▶ **Instructions for the task**
List every line in this data where the string "node" occurs.

☆ ☆ ☆ ☆ ☆ ☆ ☆

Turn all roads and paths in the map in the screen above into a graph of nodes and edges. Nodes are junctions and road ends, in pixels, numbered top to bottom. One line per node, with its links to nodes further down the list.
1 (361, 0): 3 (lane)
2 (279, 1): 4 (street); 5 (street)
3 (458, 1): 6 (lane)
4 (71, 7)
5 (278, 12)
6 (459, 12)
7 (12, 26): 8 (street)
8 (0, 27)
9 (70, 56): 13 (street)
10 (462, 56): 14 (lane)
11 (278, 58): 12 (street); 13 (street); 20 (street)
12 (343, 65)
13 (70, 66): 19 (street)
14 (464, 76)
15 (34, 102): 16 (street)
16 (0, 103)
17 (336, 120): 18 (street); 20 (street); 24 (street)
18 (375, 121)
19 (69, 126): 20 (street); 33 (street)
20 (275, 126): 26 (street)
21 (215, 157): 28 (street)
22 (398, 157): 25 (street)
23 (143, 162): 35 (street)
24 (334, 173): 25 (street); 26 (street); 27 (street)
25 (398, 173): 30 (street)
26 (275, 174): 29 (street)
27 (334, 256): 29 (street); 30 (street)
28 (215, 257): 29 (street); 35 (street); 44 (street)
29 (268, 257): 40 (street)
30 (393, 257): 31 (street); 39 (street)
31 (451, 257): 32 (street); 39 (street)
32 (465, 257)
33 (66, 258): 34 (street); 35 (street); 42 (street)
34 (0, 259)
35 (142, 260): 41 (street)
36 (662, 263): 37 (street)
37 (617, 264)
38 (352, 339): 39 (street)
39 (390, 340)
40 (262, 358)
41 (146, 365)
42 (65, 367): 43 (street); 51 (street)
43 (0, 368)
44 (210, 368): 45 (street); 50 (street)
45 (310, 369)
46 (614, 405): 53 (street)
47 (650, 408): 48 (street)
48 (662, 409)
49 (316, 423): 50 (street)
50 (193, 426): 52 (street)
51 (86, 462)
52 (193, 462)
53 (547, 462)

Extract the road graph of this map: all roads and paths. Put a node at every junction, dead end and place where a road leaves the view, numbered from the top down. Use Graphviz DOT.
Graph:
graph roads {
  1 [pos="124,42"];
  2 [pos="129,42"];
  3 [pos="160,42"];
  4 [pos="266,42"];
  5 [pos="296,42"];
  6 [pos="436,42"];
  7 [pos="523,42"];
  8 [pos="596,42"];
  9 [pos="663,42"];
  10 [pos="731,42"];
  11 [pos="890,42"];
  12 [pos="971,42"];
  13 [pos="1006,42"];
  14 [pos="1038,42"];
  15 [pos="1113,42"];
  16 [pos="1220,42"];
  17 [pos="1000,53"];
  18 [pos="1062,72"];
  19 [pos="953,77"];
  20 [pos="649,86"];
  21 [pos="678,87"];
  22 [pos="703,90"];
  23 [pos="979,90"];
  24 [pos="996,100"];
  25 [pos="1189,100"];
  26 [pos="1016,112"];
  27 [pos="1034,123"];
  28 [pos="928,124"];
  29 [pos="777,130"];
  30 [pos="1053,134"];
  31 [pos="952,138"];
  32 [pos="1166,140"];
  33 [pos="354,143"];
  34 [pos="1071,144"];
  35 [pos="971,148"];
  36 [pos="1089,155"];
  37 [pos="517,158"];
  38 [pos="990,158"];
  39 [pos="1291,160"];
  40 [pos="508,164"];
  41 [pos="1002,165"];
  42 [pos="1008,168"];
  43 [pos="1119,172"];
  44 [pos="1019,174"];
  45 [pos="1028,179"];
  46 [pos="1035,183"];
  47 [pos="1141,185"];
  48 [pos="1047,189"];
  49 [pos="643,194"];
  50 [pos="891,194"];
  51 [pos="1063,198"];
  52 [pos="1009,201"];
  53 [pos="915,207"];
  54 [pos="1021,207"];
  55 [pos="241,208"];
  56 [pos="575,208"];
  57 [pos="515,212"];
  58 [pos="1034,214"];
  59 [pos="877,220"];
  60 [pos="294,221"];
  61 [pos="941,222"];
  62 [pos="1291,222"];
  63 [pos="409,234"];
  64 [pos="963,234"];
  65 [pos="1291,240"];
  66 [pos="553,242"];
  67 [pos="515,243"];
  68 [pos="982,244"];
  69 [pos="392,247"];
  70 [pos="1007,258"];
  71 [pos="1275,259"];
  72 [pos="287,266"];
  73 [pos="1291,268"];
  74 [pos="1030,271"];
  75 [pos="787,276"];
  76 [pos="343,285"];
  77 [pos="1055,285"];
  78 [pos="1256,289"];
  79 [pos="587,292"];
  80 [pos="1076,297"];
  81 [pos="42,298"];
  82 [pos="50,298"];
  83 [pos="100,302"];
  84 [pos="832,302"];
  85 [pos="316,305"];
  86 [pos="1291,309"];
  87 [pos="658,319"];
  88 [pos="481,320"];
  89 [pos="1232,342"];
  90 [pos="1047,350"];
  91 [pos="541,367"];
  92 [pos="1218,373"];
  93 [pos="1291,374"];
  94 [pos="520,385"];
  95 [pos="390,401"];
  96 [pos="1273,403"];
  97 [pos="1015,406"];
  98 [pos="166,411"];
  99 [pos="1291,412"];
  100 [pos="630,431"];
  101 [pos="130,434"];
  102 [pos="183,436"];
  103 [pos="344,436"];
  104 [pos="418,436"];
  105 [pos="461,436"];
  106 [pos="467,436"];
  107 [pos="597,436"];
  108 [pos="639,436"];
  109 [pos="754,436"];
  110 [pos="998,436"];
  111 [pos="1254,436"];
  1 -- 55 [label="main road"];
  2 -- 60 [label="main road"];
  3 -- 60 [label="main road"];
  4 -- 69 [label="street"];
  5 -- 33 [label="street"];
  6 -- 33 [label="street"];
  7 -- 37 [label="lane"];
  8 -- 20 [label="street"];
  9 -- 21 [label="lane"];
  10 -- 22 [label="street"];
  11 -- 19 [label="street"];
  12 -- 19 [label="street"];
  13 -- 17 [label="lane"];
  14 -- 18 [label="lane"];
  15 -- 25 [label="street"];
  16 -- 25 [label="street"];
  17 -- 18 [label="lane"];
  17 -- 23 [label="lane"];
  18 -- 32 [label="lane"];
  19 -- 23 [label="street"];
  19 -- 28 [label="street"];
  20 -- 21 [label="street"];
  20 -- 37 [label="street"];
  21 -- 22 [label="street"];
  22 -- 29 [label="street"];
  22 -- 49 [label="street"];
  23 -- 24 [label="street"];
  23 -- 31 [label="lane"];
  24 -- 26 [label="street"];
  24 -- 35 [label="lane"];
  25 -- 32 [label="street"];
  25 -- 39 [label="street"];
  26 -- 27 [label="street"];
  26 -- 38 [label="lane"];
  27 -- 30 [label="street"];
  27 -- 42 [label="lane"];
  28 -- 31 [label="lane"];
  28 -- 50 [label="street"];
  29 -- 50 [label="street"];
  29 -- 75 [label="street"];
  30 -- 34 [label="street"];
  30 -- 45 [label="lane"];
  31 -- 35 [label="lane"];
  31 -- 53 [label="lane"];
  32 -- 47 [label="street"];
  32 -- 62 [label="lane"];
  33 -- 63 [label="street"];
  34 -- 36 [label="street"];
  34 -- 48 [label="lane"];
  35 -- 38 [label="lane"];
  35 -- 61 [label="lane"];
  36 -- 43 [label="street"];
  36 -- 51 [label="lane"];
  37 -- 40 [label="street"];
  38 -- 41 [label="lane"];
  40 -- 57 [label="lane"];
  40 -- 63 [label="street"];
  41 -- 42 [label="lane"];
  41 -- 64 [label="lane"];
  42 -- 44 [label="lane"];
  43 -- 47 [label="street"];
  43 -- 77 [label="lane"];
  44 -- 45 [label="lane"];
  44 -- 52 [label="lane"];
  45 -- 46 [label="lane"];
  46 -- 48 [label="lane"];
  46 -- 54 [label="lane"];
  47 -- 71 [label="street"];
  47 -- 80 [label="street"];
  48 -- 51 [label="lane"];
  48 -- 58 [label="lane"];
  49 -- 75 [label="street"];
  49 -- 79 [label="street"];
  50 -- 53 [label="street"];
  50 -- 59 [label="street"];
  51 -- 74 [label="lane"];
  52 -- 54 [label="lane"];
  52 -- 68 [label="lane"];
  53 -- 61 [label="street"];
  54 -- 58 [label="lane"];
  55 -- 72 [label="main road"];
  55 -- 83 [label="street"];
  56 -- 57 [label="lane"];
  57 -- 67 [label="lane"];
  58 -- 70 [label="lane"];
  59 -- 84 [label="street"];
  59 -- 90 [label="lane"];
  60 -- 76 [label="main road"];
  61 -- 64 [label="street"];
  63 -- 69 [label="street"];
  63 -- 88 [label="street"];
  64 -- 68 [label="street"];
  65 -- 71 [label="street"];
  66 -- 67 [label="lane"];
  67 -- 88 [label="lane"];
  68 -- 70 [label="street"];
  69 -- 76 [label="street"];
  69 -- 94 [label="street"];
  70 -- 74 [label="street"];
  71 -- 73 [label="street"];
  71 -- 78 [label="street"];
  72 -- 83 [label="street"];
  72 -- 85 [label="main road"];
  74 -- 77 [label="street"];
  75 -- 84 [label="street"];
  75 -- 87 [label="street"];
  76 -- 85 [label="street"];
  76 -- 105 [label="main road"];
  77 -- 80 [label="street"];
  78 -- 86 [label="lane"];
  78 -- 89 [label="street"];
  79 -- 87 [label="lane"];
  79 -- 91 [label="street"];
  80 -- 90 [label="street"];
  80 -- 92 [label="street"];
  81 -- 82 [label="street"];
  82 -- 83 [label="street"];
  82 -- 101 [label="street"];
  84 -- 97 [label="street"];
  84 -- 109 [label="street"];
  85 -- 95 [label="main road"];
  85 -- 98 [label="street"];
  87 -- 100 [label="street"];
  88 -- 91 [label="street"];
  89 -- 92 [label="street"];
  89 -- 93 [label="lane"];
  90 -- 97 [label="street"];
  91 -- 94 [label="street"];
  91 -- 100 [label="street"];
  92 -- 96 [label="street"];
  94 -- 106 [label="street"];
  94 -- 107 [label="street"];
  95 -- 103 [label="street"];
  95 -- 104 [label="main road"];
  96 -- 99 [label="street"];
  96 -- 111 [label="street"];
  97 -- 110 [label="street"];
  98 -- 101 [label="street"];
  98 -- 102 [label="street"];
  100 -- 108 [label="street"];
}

☆ ☆ ☆ ☆ ☆ ☆ ☆

▶ **Output of the exercise**
Turn all roads and paths in the map in the screen above into a graph of nodes and edges. Nodes are junctions and road ends, in pixels, numbered top to bottom. One line per node, with its links to nodes further down the list.
Extract the road graph of this map: all roads and paths. Put a node at every junction, dead end and place where a road leaves the view, numbered from the top down. Use Graphviz DOT.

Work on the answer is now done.